Now use Terraform to create Kinesis Firehose, S3 recommendation bucket, and the lambda function (stream transformation).
4.1. In the Cloud9 environment, open again the /terraform/main.tf
script,
uncomment the module "streaming_inference"
section (lines 27 to 36).
Note: Remember to save your changes by pressing Ctrl+S
or Cmd+S
.
4.2. In the file /terraform/outputs.tf
, uncomment the blocks associated with the
streaming inference (lines 29 to 32).
Note: Remember to save your changes by pressing Ctrl+S
or Cmd+S
.
4.3. Re-initialize the terraform module, plan and apply changes:
terraform init
terraform plan
terraform apply
Note: The command terraform apply
will prompt you to reply yes
.
4.4. Now, back in the AWS Console, search for S3 and click on the recommendation
bucket that was just created using terraform, called de-c1w4-<PLACEHOLDER>-recommendations
.
After some time, the Kinesis delivery stream that you created with Firehose will start
consuming data from the Kinesis data stream de-c1w4-kinesis-data-stream
.
Then, it will perform the transformations that you set up in the Lambda function
and the S3 bucket will be filled with some files.
You can also go to Lambda and search for de-c1w4-transformation-lambda
which
was created with Terraform.

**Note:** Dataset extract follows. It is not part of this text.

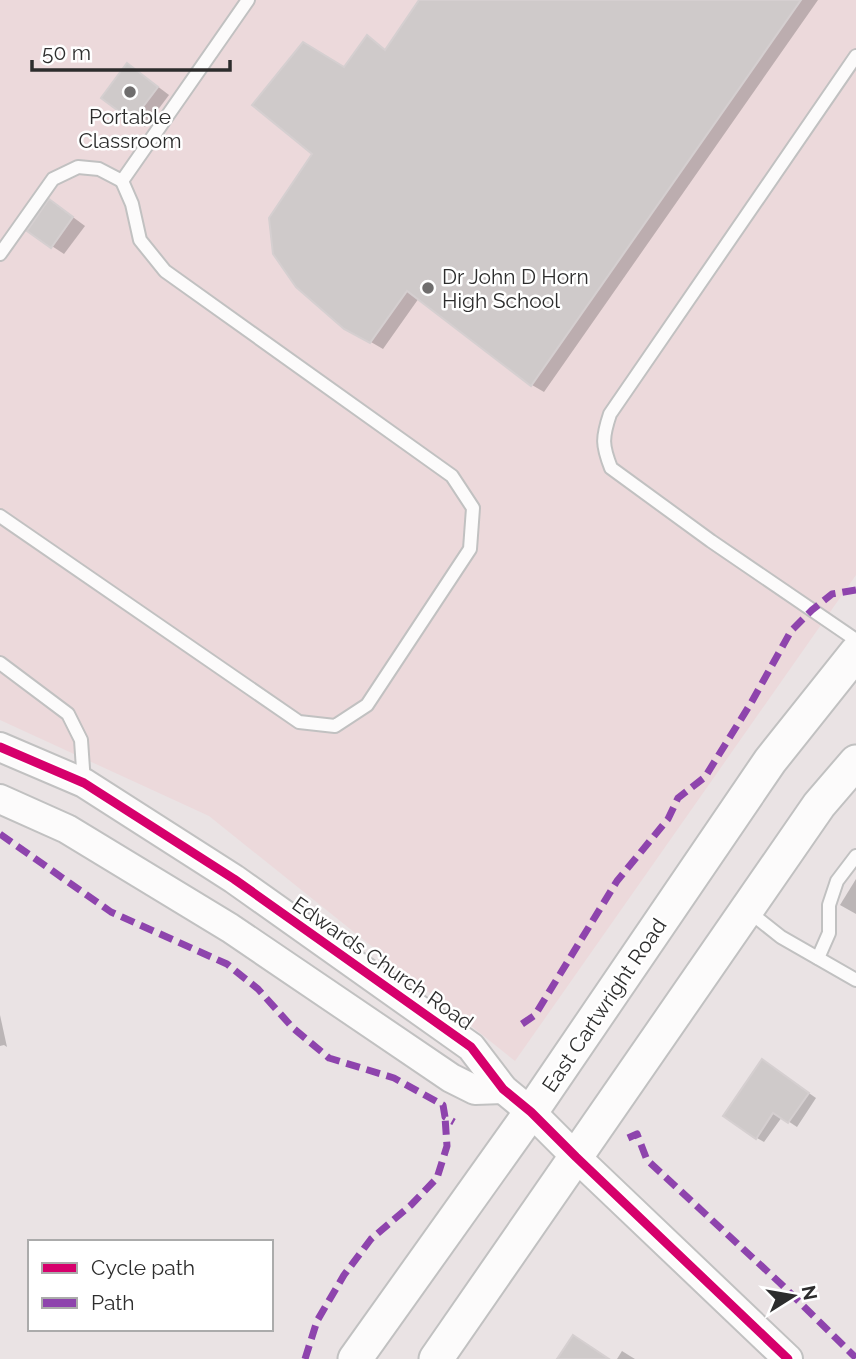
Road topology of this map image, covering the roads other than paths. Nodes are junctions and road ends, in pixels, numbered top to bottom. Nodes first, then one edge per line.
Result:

Click on it and search the Monitor
tab.
Click on View CloudWatch Logs
. There you will be able to see the logs of the
function while it performs some transformations. As de-c1w4-kinesis-data-stream
receives data dynamically (with an average time between events of 10 seconds),
the S3 bucket or the Lambda logs can take some minutes to start showing any data
or events. You can wait around 5 minutes and refresh the S3/CloudWatch Logs page
to see the incoming data.
In the S3 bucket, data will be partitioned by date, so you will see a hierarchy of
directories similar to the following:
.
├── year/
└── month/
└── day/
└── hour/
└── de-c1w4-delivery-stream-<PLACEHOLDER>
In this lab, you went through an end-to-end pipeline for both batch and streaming cases. You built a batch data pipeline with AWS Glue and S3 to provide the training data for the recommender system, you then created a vector database to store the embeddings and finally constructed a real-time streaming pipeline using AWS Kinesis Data Streams and Firehose. And with that, you’ve seen how to translate stakeholder needs into functional and nonfunctional requirements, choose the appropriate tools and then build the data pipeline.